Work request
An exact transcription of all the data is required.

Given entries
::::::::::
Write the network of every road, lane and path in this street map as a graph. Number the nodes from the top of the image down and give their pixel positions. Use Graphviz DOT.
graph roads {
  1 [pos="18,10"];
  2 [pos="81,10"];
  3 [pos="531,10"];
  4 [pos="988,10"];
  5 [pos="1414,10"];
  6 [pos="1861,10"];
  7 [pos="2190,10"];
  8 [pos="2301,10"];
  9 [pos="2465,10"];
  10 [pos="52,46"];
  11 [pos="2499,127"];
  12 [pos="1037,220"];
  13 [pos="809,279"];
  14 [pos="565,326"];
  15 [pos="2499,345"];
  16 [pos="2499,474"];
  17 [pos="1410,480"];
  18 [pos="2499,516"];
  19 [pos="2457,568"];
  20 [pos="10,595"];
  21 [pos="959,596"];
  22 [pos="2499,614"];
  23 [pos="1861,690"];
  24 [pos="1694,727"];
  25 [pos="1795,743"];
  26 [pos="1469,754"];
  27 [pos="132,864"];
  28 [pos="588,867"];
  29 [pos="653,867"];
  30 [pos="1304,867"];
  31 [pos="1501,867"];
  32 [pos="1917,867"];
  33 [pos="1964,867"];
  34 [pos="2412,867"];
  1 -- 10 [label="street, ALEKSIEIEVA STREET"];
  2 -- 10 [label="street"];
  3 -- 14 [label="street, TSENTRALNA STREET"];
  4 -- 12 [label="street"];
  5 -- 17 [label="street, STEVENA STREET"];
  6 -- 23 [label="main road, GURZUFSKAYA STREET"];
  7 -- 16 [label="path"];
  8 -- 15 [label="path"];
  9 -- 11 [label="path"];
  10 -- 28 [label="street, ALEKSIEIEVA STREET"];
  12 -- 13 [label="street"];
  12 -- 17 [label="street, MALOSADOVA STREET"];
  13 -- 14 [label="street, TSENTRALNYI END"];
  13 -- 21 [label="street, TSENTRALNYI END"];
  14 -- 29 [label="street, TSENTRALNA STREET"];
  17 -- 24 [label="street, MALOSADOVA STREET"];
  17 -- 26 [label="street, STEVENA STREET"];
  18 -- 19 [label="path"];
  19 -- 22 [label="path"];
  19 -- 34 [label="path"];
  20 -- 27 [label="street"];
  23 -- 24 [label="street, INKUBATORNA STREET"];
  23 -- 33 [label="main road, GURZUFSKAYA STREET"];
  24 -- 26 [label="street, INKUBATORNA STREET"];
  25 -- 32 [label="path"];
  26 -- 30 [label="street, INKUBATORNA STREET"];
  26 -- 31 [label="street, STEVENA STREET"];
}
::::::::::
Answer space
Write the network of every road, lane and path in this street map as a graph. Number the nodes from the top of the image down and give their pixel positions. Use Graphviz DOT.
graph roads {
  1 [pos="18,10"];
  2 [pos="81,10"];
  3 [pos="531,10"];
  4 [pos="988,10"];
  5 [pos="1414,10"];
  6 [pos="1861,10"];
  7 [pos="2190,10"];
  8 [pos="2301,10"];
  9 [pos="2465,10"];
  10 [pos="52,46"];
  11 [pos="2499,127"];
  12 [pos="1037,220"];
  13 [pos="809,279"];
  14 [pos="565,326"];
  15 [pos="2499,345"];
  16 [pos="2499,474"];
  17 [pos="1410,480"];
  18 [pos="2499,516"];
  19 [pos="2457,568"];
  20 [pos="10,595"];
  21 [pos="959,596"];
  22 [pos="2499,614"];
  23 [pos="1861,690"];
  24 [pos="1694,727"];
  25 [pos="1795,743"];
  26 [pos="1469,754"];
  27 [pos="132,864"];
  28 [pos="588,867"];
  29 [pos="653,867"];
  30 [pos="1304,867"];
  31 [pos="1501,867"];
  32 [pos="1917,867"];
  33 [pos="1964,867"];
  34 [pos="2412,867"];
  1 -- 10 [label="street, ALEKSIEIEVA STREET"];
  2 -- 10 [label="street"];
  3 -- 14 [label="street, TSENTRALNA STREET"];
  4 -- 12 [label="street"];
  5 -- 17 [label="street, STEVENA STREET"];
  6 -- 23 [label="main road, GURZUFSKAYA STREET"];
  7 -- 16 [label="path"];
  8 -- 15 [label="path"];
  9 -- 11 [label="path"];
  10 -- 28 [label="street, ALEKSIEIEVA STREET"];
  12 -- 13 [label="street"];
  12 -- 17 [label="street, MALOSADOVA STREET"];
  13 -- 14 [label="street, TSENTRALNYI END"];
  13 -- 21 [label="street, TSENTRALNYI END"];
  14 -- 29 [label="street, TSENTRALNA STREET"];
  17 -- 24 [label="street, MALOSADOVA STREET"];
  17 -- 26 [label="street, STEVENA STREET"];
  18 -- 19 [label="path"];
  19 -- 22 [label="path"];
  19 -- 34 [label="path"];
  20 -- 27 [label="street"];
  23 -- 24 [label="street, INKUBATORNA STREET"];
  23 -- 33 [label="main road, GURZUFSKAYA STREET"];
  24 -- 26 [label="street, INKUBATORNA STREET"];
  25 -- 32 [label="path"];
  26 -- 30 [label="street, INKUBATORNA STREET"];
  26 -- 31 [label="street, STEVENA STREET"];
}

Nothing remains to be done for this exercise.